19. deplasmanım ve gördüğüm 21. stad: hüseyin avni aker
hüseyin avni aker stadyumu'nun ankara 19 mayıs stadyumu'na uzaklığı: 736 km.
çok uzun zamandır, (nedenini bilmesem de) denizli, gaziantep ve trabzon'a deplasman yapmayı çok istiyorum. son 3-4 yıldır abreg'in de kışkırtmalarıyla birlikte her sezon öncesi trabzon deplasmanını "bu sezon gidilecek deplasmanlar" listesine alıyor ama çeşitli sebeplerle hep bir sonraki yıla erteliyordum. ama bu sezon oldukça kararlıydım. hele bir de maç günü cumartesi açıklanınca hemen cengiz abiyi arayıp, "gidiyor muyuz abi?" diye sordum. o da "hay hay" deyince en uzak deplasman rekorumu kırmak için gün saymaya başladım.
maçtan birkaç gün önce gencler.org'a oğuzhan sarıkaya adında 21 yaşında, trabzon'da okuyan bir öğrenci üye oldu. "yeni" gençlerbirliği taraftarı olmuştu ve kırmızı-siyahlıların ürünleri aradığını yazmıştı. hemen irtibata geçip trabzon'a geleceğimizi, hem tanışmak hem de yanımda getireceğim atkıyı hediye etmekten mutluluk duyacağımı söylediğimde o da çok sevineceğini söyledi.
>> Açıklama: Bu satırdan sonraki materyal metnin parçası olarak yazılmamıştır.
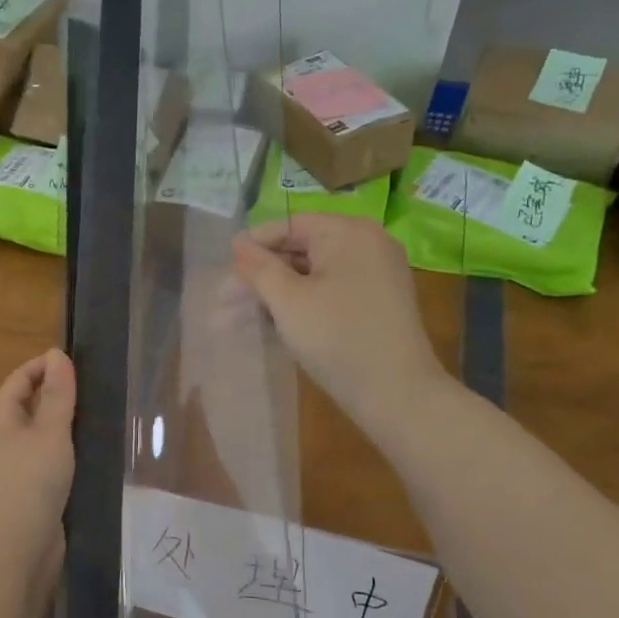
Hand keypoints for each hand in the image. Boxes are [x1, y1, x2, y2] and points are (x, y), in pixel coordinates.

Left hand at [0, 349, 76, 558]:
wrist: (14, 548)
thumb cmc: (30, 481)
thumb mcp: (49, 432)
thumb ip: (56, 394)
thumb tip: (56, 354)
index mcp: (0, 419)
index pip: (19, 379)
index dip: (43, 366)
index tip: (77, 362)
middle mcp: (1, 439)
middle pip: (26, 406)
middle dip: (54, 394)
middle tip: (93, 389)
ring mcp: (12, 468)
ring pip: (37, 436)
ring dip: (61, 425)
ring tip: (97, 418)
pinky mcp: (26, 492)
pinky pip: (44, 461)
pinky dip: (63, 452)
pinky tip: (86, 456)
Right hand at [231, 214, 443, 439]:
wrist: (396, 393)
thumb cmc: (336, 337)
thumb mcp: (287, 300)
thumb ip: (258, 267)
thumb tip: (238, 242)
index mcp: (348, 232)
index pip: (289, 225)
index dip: (253, 245)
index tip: (223, 270)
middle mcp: (367, 245)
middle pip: (300, 251)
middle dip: (259, 277)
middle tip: (222, 302)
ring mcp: (375, 275)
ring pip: (311, 276)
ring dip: (274, 296)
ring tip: (234, 321)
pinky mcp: (375, 304)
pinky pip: (329, 293)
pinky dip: (300, 305)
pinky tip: (271, 326)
ilk planımız cengiz abi ve selma abla ile birlikte deplasman yapmaktı. ama perşembe günü abreg arayıp, alkaralar.org'a selma ablanın gelemeyeceğini yazdığını söyleyip kısa süreli bir kaos ortamı yarattı. eğer 2 kişiye düştüysek plan iptal olabilirdi ve ben hızlıca bilet bakmalıydım. cengiz abiyi aradım. "bir sorun yok. onur vurur, sen ve ben gidiyoruz" dedi. derin bir oh çektim.
cengiz abi ve onur, cuma günü iş çıkışı incek'ten beni aldılar ve ilk durak samsun'a doğru yola çıktık. oldukça rahat ve bol muhabbetli bir yolculuğun ardında 23.30 civarlarında, abreg bizi samsun girişinde karşıladı. son iki yılda, ikisi deplasman (samsunspor ve orduspor) ve ikisi de gezmek için (doğu karadeniz ve sinop) olmak üzere 5. kez samsun'a gelmiştim. abreg'de kalacağım için cengiz abilerden ayrılıp, önce sahile gidip kokoreç yedik, laklak ettik. ardından da eve gidip dinlenmeye başladım.
cumartesi abreg ile güzel bir kahvaltı yaptıktan sonra samsun'da ilk kez toplu taşıma araçlarını kullanarak cengiz abilerle buluşmak için gar'a gittim. beni aldılar ve biraz da trabzon'da dolaşmak için saat 11.30 civarında yola koyulduk.
çarşamba, terme derken git gide yeşillenen ve sıklaşan ormanları gördükçe aklıma doğu karadeniz gezisi ve orduspor deplasmanı geliyordu.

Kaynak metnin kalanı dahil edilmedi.